The principle of the Nixie tube has been known since the 1910s and 1920s. However until the advent of digital signal processing in the 1950s, the tube had little use. “Nixie” was registered as a trademark and the abbreviation for “Numeric Indicator eXperimental No. 1”. In the 1960s and 1970s, Nixie tubes were mainly used as a numerical display in measuring instruments and electronic calculating machines. Later, with the advent of vacuum fluorescence, light-emitting diode (seven-segment) displays, and liquid crystal displays, they quickly lost their importance.

Source of image: https://hackaday.io/project/19310-multipurpose-nixie-display
Examples of Nixie tubes: ZM1000, ZM1020, ZM1040, ZM1080, ZM1082, ZM1210, ZM1212, ZM1080, ZM1032, CD66A, Z566M, IN 8-2, IN-12, IN-14, IN-16, NL-5441.

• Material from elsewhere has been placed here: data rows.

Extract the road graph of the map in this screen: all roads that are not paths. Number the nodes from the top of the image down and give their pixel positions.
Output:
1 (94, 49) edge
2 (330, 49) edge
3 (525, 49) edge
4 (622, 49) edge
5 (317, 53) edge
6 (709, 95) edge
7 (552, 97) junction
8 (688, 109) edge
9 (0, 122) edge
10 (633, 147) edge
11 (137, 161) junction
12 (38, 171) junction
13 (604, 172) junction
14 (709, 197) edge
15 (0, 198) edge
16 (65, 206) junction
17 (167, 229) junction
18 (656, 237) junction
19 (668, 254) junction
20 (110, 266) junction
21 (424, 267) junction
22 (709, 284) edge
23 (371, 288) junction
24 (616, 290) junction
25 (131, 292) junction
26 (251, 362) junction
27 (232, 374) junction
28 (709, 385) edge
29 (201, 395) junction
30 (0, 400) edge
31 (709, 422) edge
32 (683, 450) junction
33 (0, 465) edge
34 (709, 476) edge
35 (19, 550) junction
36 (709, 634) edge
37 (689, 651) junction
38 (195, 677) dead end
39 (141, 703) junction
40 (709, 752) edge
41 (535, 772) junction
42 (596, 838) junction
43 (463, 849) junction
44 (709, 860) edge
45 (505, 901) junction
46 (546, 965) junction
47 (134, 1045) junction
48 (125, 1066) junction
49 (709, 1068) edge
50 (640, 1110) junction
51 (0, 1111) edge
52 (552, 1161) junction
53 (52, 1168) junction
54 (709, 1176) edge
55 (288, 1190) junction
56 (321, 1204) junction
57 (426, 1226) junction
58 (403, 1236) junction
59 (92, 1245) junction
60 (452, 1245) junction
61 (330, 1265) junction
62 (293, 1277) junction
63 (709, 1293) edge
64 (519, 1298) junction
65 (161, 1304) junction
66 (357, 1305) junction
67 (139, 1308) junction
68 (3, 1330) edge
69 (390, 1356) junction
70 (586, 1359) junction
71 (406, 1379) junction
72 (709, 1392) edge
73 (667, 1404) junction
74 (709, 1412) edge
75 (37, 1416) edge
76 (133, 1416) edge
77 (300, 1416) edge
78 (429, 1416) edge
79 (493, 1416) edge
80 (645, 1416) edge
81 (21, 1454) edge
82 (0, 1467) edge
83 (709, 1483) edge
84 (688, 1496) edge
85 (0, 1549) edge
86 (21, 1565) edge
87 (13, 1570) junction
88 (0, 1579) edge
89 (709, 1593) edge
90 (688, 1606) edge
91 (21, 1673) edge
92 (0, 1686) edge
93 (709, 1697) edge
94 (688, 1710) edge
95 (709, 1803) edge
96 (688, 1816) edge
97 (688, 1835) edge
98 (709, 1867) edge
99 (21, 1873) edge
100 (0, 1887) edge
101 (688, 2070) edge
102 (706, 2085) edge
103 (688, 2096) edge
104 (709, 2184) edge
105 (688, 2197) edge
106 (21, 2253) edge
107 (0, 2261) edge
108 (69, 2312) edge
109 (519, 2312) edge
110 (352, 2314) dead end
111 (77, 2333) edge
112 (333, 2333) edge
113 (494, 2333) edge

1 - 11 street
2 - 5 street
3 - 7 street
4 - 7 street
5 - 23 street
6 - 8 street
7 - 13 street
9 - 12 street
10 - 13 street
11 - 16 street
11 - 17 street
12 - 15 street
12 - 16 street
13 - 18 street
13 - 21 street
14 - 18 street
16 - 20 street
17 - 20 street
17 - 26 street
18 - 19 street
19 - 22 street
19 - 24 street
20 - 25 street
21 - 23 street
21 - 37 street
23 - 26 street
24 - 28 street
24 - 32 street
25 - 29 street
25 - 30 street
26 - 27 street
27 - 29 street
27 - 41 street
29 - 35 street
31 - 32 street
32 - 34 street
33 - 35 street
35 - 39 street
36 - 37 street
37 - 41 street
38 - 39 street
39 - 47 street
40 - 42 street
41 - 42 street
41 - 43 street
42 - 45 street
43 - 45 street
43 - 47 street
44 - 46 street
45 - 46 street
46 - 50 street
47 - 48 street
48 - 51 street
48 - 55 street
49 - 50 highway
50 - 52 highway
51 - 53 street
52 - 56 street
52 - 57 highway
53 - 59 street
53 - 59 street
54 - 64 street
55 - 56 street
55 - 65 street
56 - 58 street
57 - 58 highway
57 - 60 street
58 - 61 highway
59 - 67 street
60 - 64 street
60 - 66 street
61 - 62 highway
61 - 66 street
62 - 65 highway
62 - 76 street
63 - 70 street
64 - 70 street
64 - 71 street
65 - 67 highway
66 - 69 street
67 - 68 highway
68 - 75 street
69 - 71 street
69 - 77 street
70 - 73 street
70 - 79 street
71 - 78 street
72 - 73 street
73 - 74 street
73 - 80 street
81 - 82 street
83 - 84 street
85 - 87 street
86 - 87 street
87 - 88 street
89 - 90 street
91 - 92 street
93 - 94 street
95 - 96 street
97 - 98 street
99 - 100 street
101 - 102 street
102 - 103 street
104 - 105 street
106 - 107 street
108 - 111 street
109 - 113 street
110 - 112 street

“Burroughs Corporation, National Electronics, Raytheon in the USA, Mullard in England, Gazotron in Ukraine, Philips in the Netherlands, RFT, Telefunken and Siemens in Germany, Rodan in Japan, Tesla in the Czech Republic all stopped the production lines and scrapped the delicate tools and machines used to produce nixie tubes. Tools and machines to which hundreds of engineers and maintainers have dedicated their lives.” (www.daliborfarny.com).